Discussion on Hacker News.
In our first post, we argued that the software we build is brittle because it’s fragmented: assembled from components with incompatible models, wired together through complex, opaque, unverified interfaces. We also argued this isn’t inevitable — a high-level model general enough to span the domains of real applications could let us build coherent systems instead. We promised to say more about how. Here’s the shape of the answer.
Cambra is a new category of system, one that fuses the database and the programming language: it collapses the stack into a single programming model that works at the level of business logic and data rather than networks and operating systems. You implement a data-intensive application (serving, transactions, stream processing, analytics) as one program. Not a set of services delicately wired together, but a single artifact that the compiler can analyze, the runtime can execute, and a programmer, agent or human, can reason about at a high level of abstraction.
This post presents our vision for Cambra — one we’re in the process of implementing. Our prototype has helped us crystallize that vision to the point where we are ready to share it in public, but it is not yet realized. Read what follows as what we hope Cambra will become.
SWEs with Superpowers
Coherence gives tooling tremendous leverage over a system. We promised that verification would become tractable across the whole application, that the platform could take over optimizations like pushing a filter to the data or building an index, and that observability can be automated to an unprecedented degree. Cambra delivers on that. Even more important than those features is the point of highest leverage: correctness.

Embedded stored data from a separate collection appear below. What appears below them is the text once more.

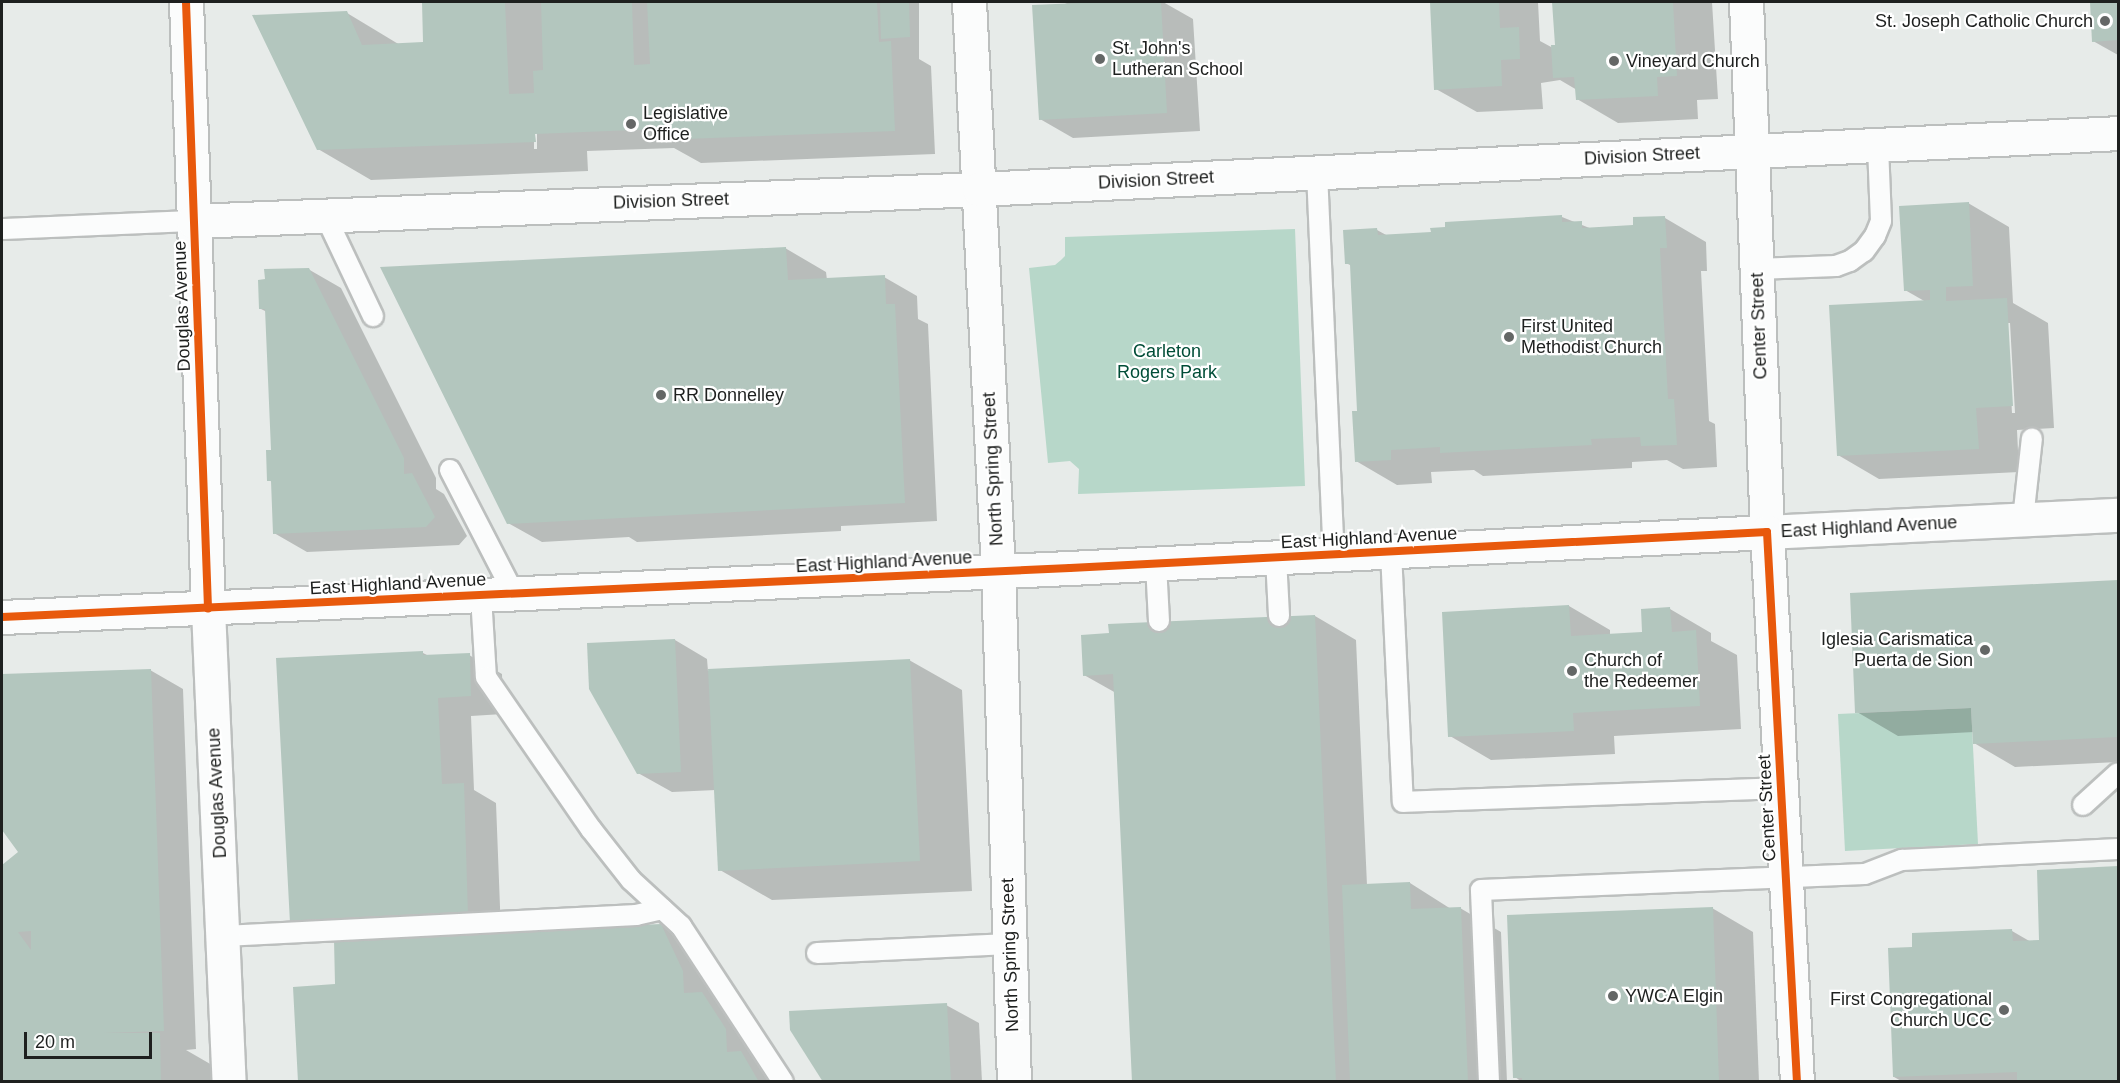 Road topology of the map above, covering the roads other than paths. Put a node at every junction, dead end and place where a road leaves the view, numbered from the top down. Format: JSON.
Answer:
{"nodes":[{"id":1,"x":186,"y":2,"type":"edge"},
{"id":2,"x":969,"y":2,"type":"edge"},
{"id":3,"x":1746,"y":2,"type":"edge"},
{"id":4,"x":2118,"y":133,"type":"edge"},
{"id":5,"x":1878,"y":145,"type":"junction"},
{"id":6,"x":1753,"y":151,"type":"junction"},
{"id":7,"x":1317,"y":172,"type":"junction"},
{"id":8,"x":979,"y":189,"type":"junction"},
{"id":9,"x":325,"y":215,"type":"junction"},
{"id":10,"x":194,"y":221,"type":"junction"},
{"id":11,"x":2,"y":229,"type":"edge"},
{"id":12,"x":1756,"y":269,"type":"junction"},
{"id":13,"x":373,"y":316,"type":"dead end"},
{"id":14,"x":2032,"y":438,"type":"dead end"},
{"id":15,"x":450,"y":470,"type":"dead end"},
{"id":16,"x":2118,"y":515,"type":"edge"},
{"id":17,"x":2023,"y":519,"type":"junction"},
{"id":18,"x":1767,"y":532,"type":"junction"},
{"id":19,"x":1391,"y":552,"type":"junction"},
{"id":20,"x":1335,"y":555,"type":"junction"},
{"id":21,"x":1276,"y":558,"type":"junction"},
{"id":22,"x":1156,"y":564,"type":"junction"},
{"id":23,"x":998,"y":571,"type":"junction"},
{"id":24,"x":514,"y":594,"type":"junction"},
{"id":25,"x":481,"y":596,"type":"junction"},
{"id":26,"x":208,"y":609,"type":"junction"},
{"id":27,"x":1279,"y":616,"type":"dead end"},
{"id":28,"x":2,"y":617,"type":"edge"},
{"id":29,"x":1159,"y":621,"type":"dead end"},
{"id":30,"x":2118,"y":773,"type":"edge"},
{"id":31,"x":1781,"y":788,"type":"junction"},
{"id":32,"x":2083,"y":805,"type":"dead end"},
{"id":33,"x":2118,"y":849,"type":"edge"},
{"id":34,"x":1786,"y":876,"type":"junction"},
{"id":35,"x":662,"y":909,"type":"junction"},
{"id":36,"x":224,"y":936,"type":"junction"},
{"id":37,"x":1010,"y":944,"type":"junction"},
{"id":38,"x":817,"y":953,"type":"dead end"},
{"id":39,"x":229,"y":1082,"type":"edge"},
{"id":40,"x":783,"y":1082,"type":"edge"},
{"id":41,"x":1014,"y":1082,"type":"edge"},
{"id":42,"x":1489,"y":1082,"type":"edge"},
{"id":43,"x":1797,"y":1082,"type":"edge"}],
"edges":[{"from":1,"to":10,"type":"street","name":"Douglas Avenue"},
{"from":2,"to":8,"type":"street","name":"North Spring Street"},
{"from":3,"to":6,"type":"street","name":"Center Street"},
{"from":4,"to":5,"type":"street","name":"Division Street"},
{"from":5,"to":6,"type":"street","name":"Division Street"},
{"from":5,"to":12,"type":"lane"},
{"from":6,"to":7,"type":"street","name":"Division Street"},
{"from":6,"to":12,"type":"street","name":"Center Street"},
{"from":7,"to":8,"type":"street","name":"Division Street"},
{"from":7,"to":20,"type":"lane"},
{"from":8,"to":9,"type":"street","name":"Division Street"},
{"from":8,"to":23,"type":"street","name":"North Spring Street"},
{"from":9,"to":10,"type":"street","name":"Division Street"},
{"from":9,"to":13,"type":"lane"},
{"from":10,"to":11,"type":"lane"},
{"from":10,"to":26,"type":"street","name":"Douglas Avenue"},
{"from":12,"to":18,"type":"street","name":"Center Street"},
{"from":14,"to":17,"type":"lane"},
{"from":15,"to":24,"type":"lane"},
{"from":16,"to":17,"type":"street","name":"East Highland Avenue"},
{"from":17,"to":18,"type":"street","name":"East Highland Avenue"},
{"from":18,"to":19,"type":"street","name":"East Highland Avenue"},
{"from":18,"to":31,"type":"street","name":"Center Street"},
{"from":19,"to":20,"type":"street","name":"East Highland Avenue"},
{"from":19,"to":31,"type":"lane"},
{"from":20,"to":21,"type":"street","name":"East Highland Avenue"},
{"from":21,"to":22,"type":"street","name":"East Highland Avenue"},
{"from":21,"to":27,"type":"lane"},
{"from":22,"to":23,"type":"street","name":"East Highland Avenue"},
{"from":22,"to":29,"type":"lane"},
{"from":23,"to":24,"type":"street","name":"East Highland Avenue"},
{"from":23,"to":37,"type":"street","name":"North Spring Street"},
{"from":24,"to":25,"type":"street","name":"East Highland Avenue"},
{"from":25,"to":26,"type":"street","name":"East Highland Avenue"},
{"from":25,"to":35,"type":"lane"},
{"from":26,"to":28,"type":"street","name":"East Highland Avenue"},
{"from":26,"to":36,"type":"street","name":"Douglas Avenue"},
{"from":30,"to":32,"type":"lane"},
{"from":31,"to":34,"type":"street","name":"Center Street"},
{"from":33,"to":34,"type":"lane"},
{"from":34,"to":42,"type":"lane"},
{"from":34,"to":43,"type":"street","name":"Center Street"},
{"from":35,"to":36,"type":"lane"},
{"from":35,"to":40,"type":"lane"},
{"from":36,"to":39,"type":"street","name":"Douglas Avenue"},
{"from":37,"to":38,"type":"lane"},
{"from":37,"to":41,"type":"street","name":"North Spring Street"}]}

Correctness has two halves. The first is verification — confirming that an implementation meets a specification. When the application is one program, the compiler can check the whole of it at once, and the contract and type mismatches we catalogued in our first post become ordinary compile errors. We build on this idea by letting types carry logical constraints alongside the structure of data, like “account balance never goes negative”. In Cambra, assertions are something the compiler proves rather than something you hope a test suite covers sufficiently.

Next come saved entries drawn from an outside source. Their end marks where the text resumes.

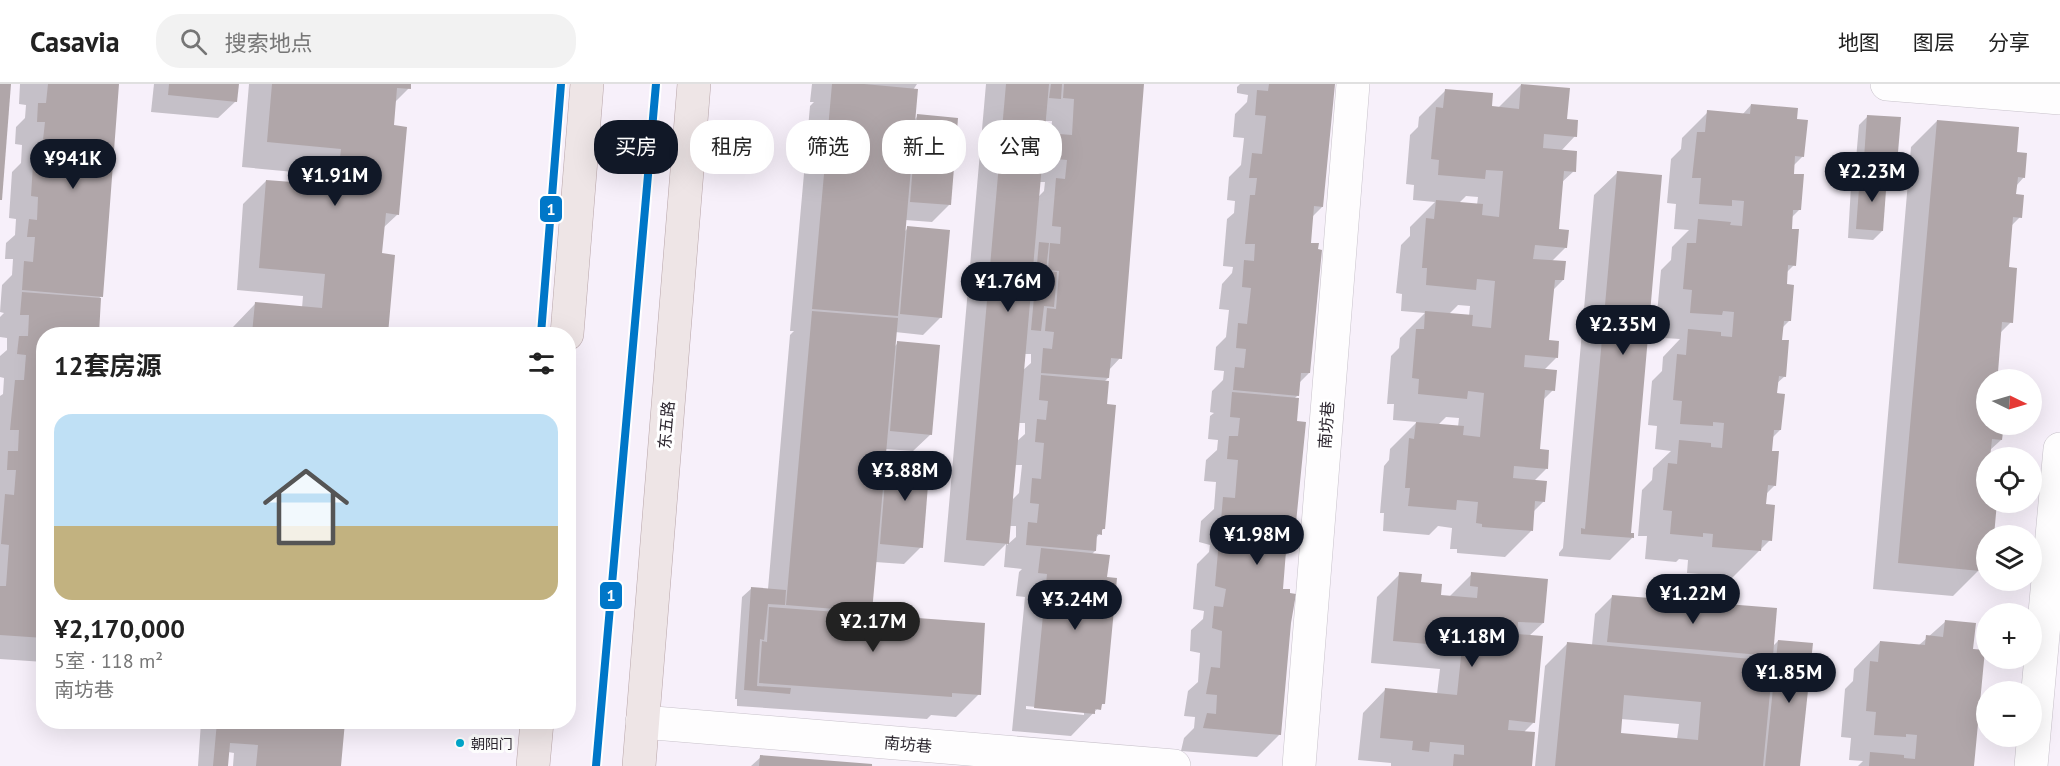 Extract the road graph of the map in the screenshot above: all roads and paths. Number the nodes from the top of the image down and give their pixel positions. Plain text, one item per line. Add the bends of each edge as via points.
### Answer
1 (587, 84) edge
2 (694, 84) edge
3 (1353, 84) edge
4 (1887, 84) edge
5 (2060, 98) edge
6 (568, 327) edge
7 (2060, 449) edge
8 (642, 722) junction
9 (536, 729) edge
10 (533, 766) edge
11 (639, 766) edge
12 (1174, 766) edge
13 (1299, 766) edge
14 (2031, 766) edge

1 - 6 main road
2 - 8 main road, 东五路
3 - 13 street, 南坊巷
4 - 5 street
7 - 14 street
8 - 11 main road, 东五路
8 - 12 street, 南坊巷
9 - 10 main road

The second is validation — determining that the specification describes something you actually want. Verification can’t help here: a program can be provably correct against a spec that is subtly wrong. The only way to really be sure is to watch it run against a realistic workload. Today that means standing up staging environments, dark launches, shadow traffic, and incremental rollouts: bespoke infrastructure that’s expensive to build and quietly rots as the application changes out of band. This is where Cambra does something genuinely new. Cambra lets you branch your live application (not just the code, not just the data — the entire system), point real or simulated traffic at the branch, and watch how it behaves, before it ships. Cambra won’t tell you whether the spec is right. That judgment is yours. It just makes finding out cheap, safe, and fast.
Together, these two loops compound into something bigger: the ultimate platform for agentic software engineering. We’ve argued that AI doesn’t remove the need for coherence; this is the other side of that claim. An agent is only as effective as the feedback it gets, and only over the parts of a system it can see. A fragmented system starves it on both counts. A coherent system is legible end to end. Verification at build and realistic validation give an agent exactly the feedback it needs to close the gap between what it wrote and what you asked for. To top it off, this feedback allows the agent to converge much faster, consuming fewer tokens in the process.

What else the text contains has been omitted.